Рейчел: Ты не будешь звонить Лорен?
Я: Я не буду звонить Лорен.
Рейчел: Некрасиво.
Немного позже мы решили погулять с собаками. По пути в парк я шел рядом с Рейчел и рассказывал про наши с Кларой вечера после кино, долгие часы в баре, танцы под музыкальный автомат, путь обратно через парк Штрауса, ночи, когда я был уверен, что все пропало, замирания сердца, когда выяснялось, что нет, про ночь, когда жизнь выложила все карты на стол, а потом забрала обратно и вовсе спрятала.

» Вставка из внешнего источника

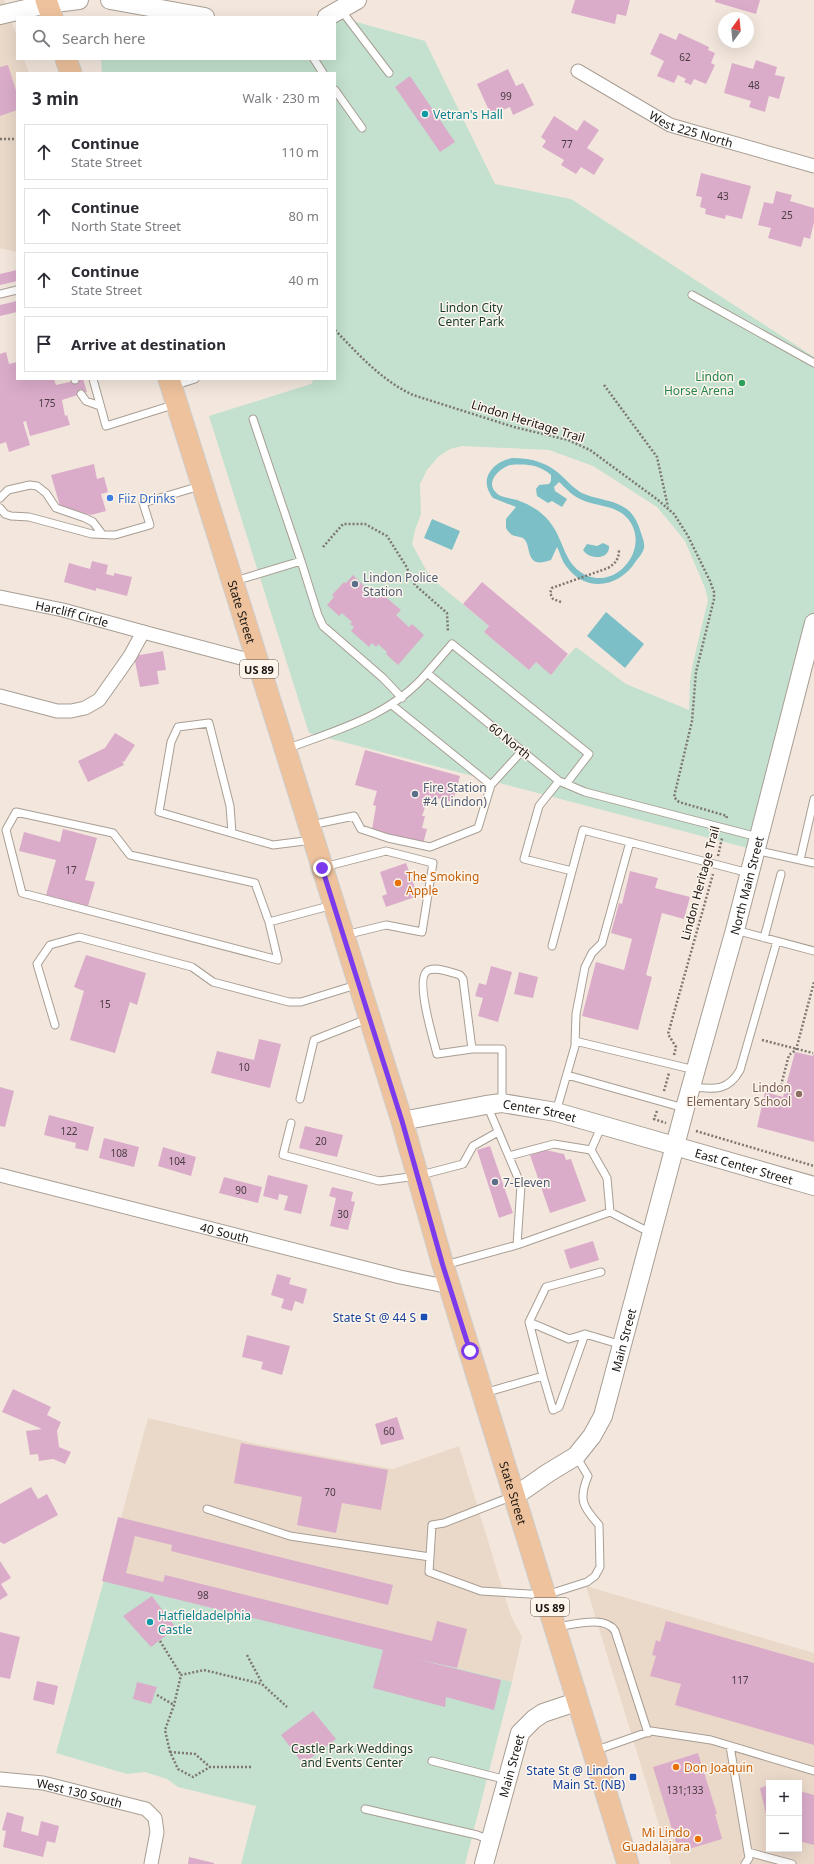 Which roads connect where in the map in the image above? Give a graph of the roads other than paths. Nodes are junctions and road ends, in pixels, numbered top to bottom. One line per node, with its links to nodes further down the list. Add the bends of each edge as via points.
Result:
1 (79, 0): 4 (street)
2 (110, 0): 7 (street, via 173,8)
3 (357, 0): 5 (street)
4 (48, 7): 6 (street)
5 (334, 14)
6 (0, 15)
7 (201, 16)
8 (336, 16): 14 (lane)
9 (66, 60): 12 (main road)
10 (315, 60): 13 (lane)
11 (578, 71): 17 (street, West 225 North, via 670,125)
12 (70, 72)
13 (322, 72)
14 (389, 73)
15 (336, 91): 16 (lane)
16 (362, 128)
17 (814, 166)
18 (16, 290): 19 (lane)
19 (0, 294)
20 (692, 294): 21 (lane)
21 (814, 363)
22 (93, 380): 26 (lane)
23 (193, 380): 24 (lane)
24 (172, 390): 26 (lane, via 106,426); 28 (main road, State Street / US 89)
25 (81, 394): 26 (lane, via 86,401)
26 (100, 406)
27 (253, 419): 32 (lane)
28 (202, 485): 31 (lane, via 143,503 150,525 116,536); 33 (main road, State Street / US 89)
29 (0, 498): 31 (lane, via 8,490 37,486 46,493 56,508 93,522)
30 (0, 508): 31 (lane, via 11,516 29,517 92,534)
31 (102, 534)
32 (301, 561): 33 (lane); 40 (lane, via 323,626)
33 (232, 582): 37 (main road, State Street / US 89)
34 (0, 597): 36 (street, Harcliff Circle, via 63,610)
35 (814, 623): 50 (street, North Main Street)
36 (144, 632): 37 (street, Harcliff Circle); 39 (street, via 98,700 85,708 57,711)
37 (256, 662): 42 (main road, State Street / US 89)
38 (427, 674): 40 (lane); 43 (lane, 60 North); 44 (lane, via 452,644 583,748 589,754)
39 (0, 696)
40 (402, 698): 41 (lane)
41 (392, 705): 42 (lane, via 377,714); 45 (lane)
42 (285, 750): 48 (main road, State Street / US 89)
43 (522, 750): 44 (lane, 60 North); 45 (lane)
44 (562, 782): 50 (lane, 60 North, via 585,792 724,828); 54 (lane, via 539,806 524,859)
45 (491, 785): 48 (lane, via 478,828 430,847 361,829 354,816)
46 (814, 799): 51 (lane)
47 (232, 833): 47 (lane, via 159,812 170,742 178,727 209,723 230,806); 48 (lane, via 273,845)
48 (311, 833): 53 (main road, State Street / US 89)
49 (630, 842): 54 (lane, via 583,830); 55 (lane); 68 (lane, via 602,943 584,968 576,1014)
50 (757, 843): 51 (lane, 60 North); 55 (street, North Main Street)
51 (800, 860): 52 (lane, 60 North)
52 (814, 863)
53 (322, 868): 57 (main road, State Street / US 89); 60 (lane, via 386,851 433,863 422,932 386,925)
54 (572, 871): 63 (lane)
55 (749, 873): 59 (street, North Main Street)
56 (781, 874): 61 (lane)
57 (334, 905): 58 (lane); 60 (main road, State Street / US 89)
58 (269, 922): 58 (lane, via 255,883 130,855 113,833 16,812 6,830 22,893 278,960)
59 (735, 930): 61 (lane); 71 (street, North Main Street)
60 (343, 935): 65 (main road, State Street / US 89)
61 (764, 938): 62 (lane)
62 (777, 941): 64 (lane); 71 (lane, via 736,1078 724,1087 710,1089)
63 (552, 946)
64 (814, 951)
65 (359, 984): 66 (main road, US 89); 67 (lane, via 300,1002 289,1002 212,982 192,967 79,937 50,945 37,964)
66 (369, 1018): 72 (lane, via 314,1040); 76 (main road, US 89)
67 (55, 1025)
68 (575, 1041): 70 (lane); 71 (lane, via 672,1064)
69 (472, 1049): 69 (lane, via 463,979 455,973 428,970 425,972 422,985 437,1054); 73 (lane, via 502,1049)
70 (567, 1074): 74 (lane); 75 (lane)
71 (693, 1079): 74 (street, North Main Street)
72 (300, 1099)
73 (494, 1104): 75 (street, Center Street); 76 (street, Center Street); 79 (lane)
74 (685, 1108): 80 (street, North Main Street)
75 (556, 1112): 78 (street, Center Street)
76 (402, 1121): 84 (main road, State Street / US 89)
77 (291, 1123): 84 (lane, via 283,1155 379,1181)
78 (602, 1125): 80 (street, Center Street); 81 (lane)
79 (498, 1132): 82 (lane); 84 (lane, via 473,1146 463,1164)
80 (674, 1147): 85 (street, East Center Street); 87 (street, Main Street)
81 (591, 1150): 82 (lane, via 554,1144); 86 (lane, via 607,1178)
82 (509, 1156): 88 (lane, via 521,1184)
83 (0, 1175): 91 (street, 40 South, via 400,1277)
84 (417, 1176): 89 (main road, State Street / US 89)
85 (814, 1186)
86 (610, 1212): 87 (lane); 88 (lane)
87 (651, 1233): 94 (street, Main Street)
88 (516, 1245): 89 (lane)
89 (443, 1266): 91 (main road, State Street / US 89)
90 (601, 1272): 92 (lane, via 546,1287)
91 (450, 1287): 96 (main road, State Street / US 89)
92 (529, 1322): 93 (lane, via 569,1339); 95 (lane)
93 (585, 1334): 94 (lane); 95 (lane, via 559,1407 553,1410)
94 (622, 1345): 97 (street, Main Street, via 603,1416 592,1436)
95 (543, 1376): 96 (lane)
96 (483, 1394): 98 (main road, State Street / US 89)
97 (576, 1456): 98 (street, Main Street); 101 (lane, via 588,1476 583,1497 584,1506 599,1525 600,1567 595,1576 587,1582)
98 (515, 1496): 100 (lane, via 444,1523 432,1525); 101 (main road, State Street / US 89)
99 (207, 1509): 100 (lane, via 290,1536)
100 (430, 1556): 101 (lane, via 429,1572 480,1591)
101 (546, 1595): 102 (main road, State Street / US 89)
102 (556, 1627): 103 (main road, State Street / US 89); 104 (lane, via 601,1622 611,1625)
103 (578, 1701): 106 (main road, State Street / US 89); 110 (street, Main Street, via 543,1712 520,1733)
104 (648, 1733): 105 (lane, via 651,1731 711,1740); 106 (lane)
105 (730, 1746): 108 (lane); 113 (lane)
106 (594, 1751): 116 (main road, State Street / US 89)
107 (432, 1761): 110 (lane)
108 (814, 1771)
109 (0, 1779): 114 (street, West 130 South, via 43,1783 146,1809 155,1818 157,1832)
110 (507, 1780): 112 (street, Main Street)
111 (365, 1809): 112 (lane)
112 (490, 1840): 115 (street, Main Street)
113 (748, 1852): 117 (lane, via 750,1858); 118 (lane)
114 (151, 1864)
115 (484, 1864)
116 (628, 1864)
117 (745, 1864)
118 (792, 1864)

Мы вошли в парк – так мы делали всегда, когда гуляли вместе, – и зашагали к теннисным кортам, а потом дальше, к теннисному павильону, который в ранних сумерках этого дня уже почти погрузился во тьму, два маломощных фонаря едва освещали путь через мост, перекинутый над замерзшим водохранилищем. Если еще лед начнет потрескивать, мне точно захочется сбежать, оказаться в другом месте. Но мы и так уже в другом месте, затерялись в зимнем лесу, вдали от небоскребов на Девяносто Третьей и у западной границы Центрального парка, шагнули в зимние пейзажи Коро, где сумерки приглушили все цвета до блеклых землистых тонов – здесь, в самом сердце Манхэттена. Другая страна, другое столетие, две наши собаки носятся по улице провинциального французского городка. Эта часть Манхэттена ни разу не видела нас с Кларой и вроде не должна мне про нее напоминать. Но, поскольку она напомнила мне про те места, которые мы с ней вспоминали в ту ночь на балконе, мысли мои немедленно унеслись к ней. Как бы хотелось отсюда отправиться во Францию. Пройти по Девяносто Пятой, быстренько перекусить чем-нибудь на ходу и прийти с большим запасом времени. Хотелось, чтобы сейчас она была с нами. Никакое это не другое место. Подходящие декорации, только актеры не те и пьеса не та.
– Моя вина в том, что я с ней не переспал, – объяснил я.
– Потому что…
– Потому что в кои-то веки не хотелось спешить. Чтобы вышло не как всегда. Не хотелось обычного. Видимо, не хотелось слишком спешно сдергивать романтический флер.
Рейчел выслушала.
– Что происходит после ухаживаний? – спросил я.
– Кому ж оно ведомо. И уж если кого спрашивать, то точно не меня.
Я, похоже, глянул на нее ошарашенно.